Mamiya RB67 Pro Medium Format SLR Body Film Camera with 127mm Lens | eBay

Any other recomendations?


Thanks!


----------



## The_Traveler (Nov 7, 2012)

The RB67 is a great camera when used on a tripod but that particular RB67 needs a back and a focus hood before you could use it and those will cost some good $.
Secondly, there are no examples to show if the shutter is working correctly - a real problem with rarely used cameras with large leaf shutters. Accumulated dust, oil, grit cause them to slow or even hang. 
I had an estimate of $800 to repair an RB67 shutter two years ago - much more than the camera was worth.


----------



## tetsu (Nov 7, 2012)

The_Traveler said:


> The RB67 is a great camera when used on a tripod but that particular RB67 needs a back and a focus hood before you could use it and those will cost some good $.
> Secondly, there are no examples to show if the shutter is working correctly - a real problem with rarely used cameras with large leaf shutters. Accumulated dust, oil, grit cause them to slow or even hang.
> I had an estimate of $800 to repair an RB67 shutter two years ago - much more than the camera was worth.




thanks for the replay, it seems a complicated decision based on cost, what would be the best polaroid (automatic) for the task? 

thanks!


----------



## compur (Nov 7, 2012)

tetsu said:


> ...all the Polaroids 100/200/300/400 seems fine (specially the 250/350 with Zeiss lenses)...

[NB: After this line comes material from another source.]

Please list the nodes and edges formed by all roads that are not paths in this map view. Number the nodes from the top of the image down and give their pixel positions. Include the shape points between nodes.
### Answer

They don't have Zeiss lenses.  They have Zeiss rangefinders only.


----------



## compur (Nov 7, 2012)

tetsu said:


> ...all the Polaroids 100/200/300/400 seems fine (specially the 250/350 with Zeiss lenses)...

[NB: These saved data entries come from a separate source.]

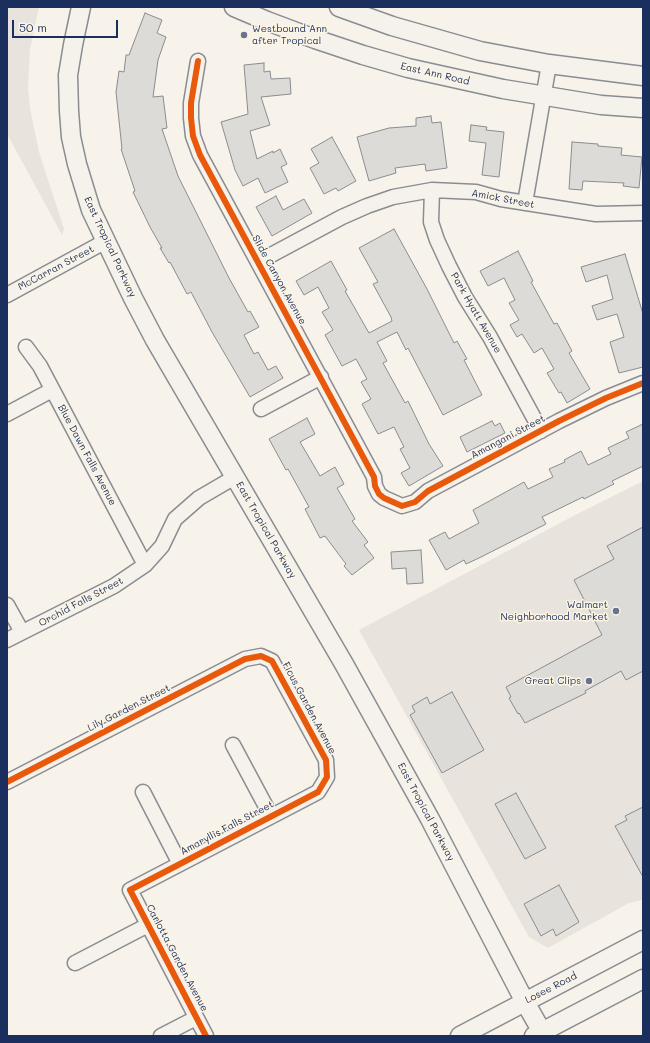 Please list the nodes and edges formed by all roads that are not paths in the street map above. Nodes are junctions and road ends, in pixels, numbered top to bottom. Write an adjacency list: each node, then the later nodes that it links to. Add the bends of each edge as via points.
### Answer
1 (81, 7): 12 (main road, East Tropical Parkway, via 68,75 71,137 84,190)
2 (234, 7): 7 (main road, East Ann Road, via 315,39 385,62 503,90)
3 (339, 7): 5 (main road, via 455,45)
4 (198, 61): 13 (street, Slide Canyon Avenue, via 191,103 193,136 200,155)
5 (549, 64): 6 (main road); 7 (street)
6 (643, 76)
7 (543, 96): 8 (main road, East Ann Road, via 601,105); 10 (street)
8 (643, 108)
9 (432, 190): 10 (street, Amick Street, via 476,192); 13 (street, Amick Street, via 393,197 367,206); 21 (street, Park Hyatt Avenue, via 431,222 437,240 465,297 490,337)
10 (525, 203): 11 (street, Amick Street, via 596,214)
11 (643, 213)
12 (106, 241): 14 (street, McCarran Street); 22 (main road, East Tropical Parkway, via 152,333)
13 (258, 262): 16 (street, Slide Canyon Avenue)
14 (7, 295)
15 (26, 347): 18 (street, Blue Dawn Falls Avenue, via 40,366)
16 (321, 377): 19 (street); 23 (street, Slide Canyon Avenue, via 374,477 379,494)
17 (643, 383): 21 (street, Amangani Street, via 606,398)
18 (52, 390): 20 (street); 24 (street, Blue Dawn Falls Avenue)
19 (261, 409)
20 (7, 414)
21 (541, 431): 23 (street, Amangani Street, via 428,491 415,502 402,506)
22 (235, 477): 24 (street, Orchid Falls Street, via 199,498 175,519 162,546); 40 (main road, East Tropical Parkway, via 378,724)
23 (384, 498)
24 (145, 565): 26 (street, Orchid Falls Street, via 114,586)
25 (7, 605): 26 (street)
26 (22, 632): 27 (street, Orchid Falls Street)
27 (7, 640)
28 (261, 656): 30 (street, Ficus Garden Avenue, via 272,660 326,760); 31 (street, Lily Garden Street, via 245,658)
29 (232, 746): 33 (street)
30 (327, 777): 33 (street, Amaryllis Falls Street, via 318,792)
31 (7, 782)
32 (143, 792): 34 (street)
33 (271, 816): 34 (street, Amaryllis Falls Street)
34 (180, 864): 35 (street, Amaryllis Falls Street)
35 (130, 890): 36 (street, Carlotta Garden Avenue)
36 (148, 925): 38 (street); 41 (street, Carlotta Garden Avenue)
37 (643, 940): 40 (main road, Losee Road)
38 (75, 963)
39 (643, 979): 42 (main road)
40 (525, 1002): 42 (main road, East Tropical Parkway); 45 (main road, Losee Road)
41 (196, 1018): 43 (street); 44 (street, Carlotta Garden Avenue)
42 (540, 1035)
43 (161, 1036)
44 (206, 1036)
45 (460, 1036)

They don't have Zeiss lenses.  They have Zeiss rangefinders only. And, the more expensive manual-control 180,190,195 models have Tominon lenses.

If you don't need manual exposure control then all the Polaroid  100,200,300,400 cameras are OK (some models better than others) though  you'll have to deal with the battery problem -- either by paying $10-$40  for the obscure batteries or by conversion to more common batteries.

Or, you can get one of the plastic bodied Polaroid packfilm models that use AA batteries -- the ProPack, the EE100 or the Reporter.

And, as always, you'll have to ensure the camera you choose is in good operating condition with good bellows.


----------



## timor (Nov 7, 2012)

compur said:


> the more expensive manual-control 180,190,195 models have Tominon lenses.


These are really hard to find, but I keep looking. Compur, what about 185 ? Also good lens ?
And for Tetsu some info on Polaroids:
The Land List


----------



## compur (Nov 7, 2012)

Yes, I should have included the 185 with the others.


----------



## tetsu (Nov 8, 2012)

Thanks for the help guys! In the end I bought a Polaroid 250 on ebay (with the battery already converted).


----------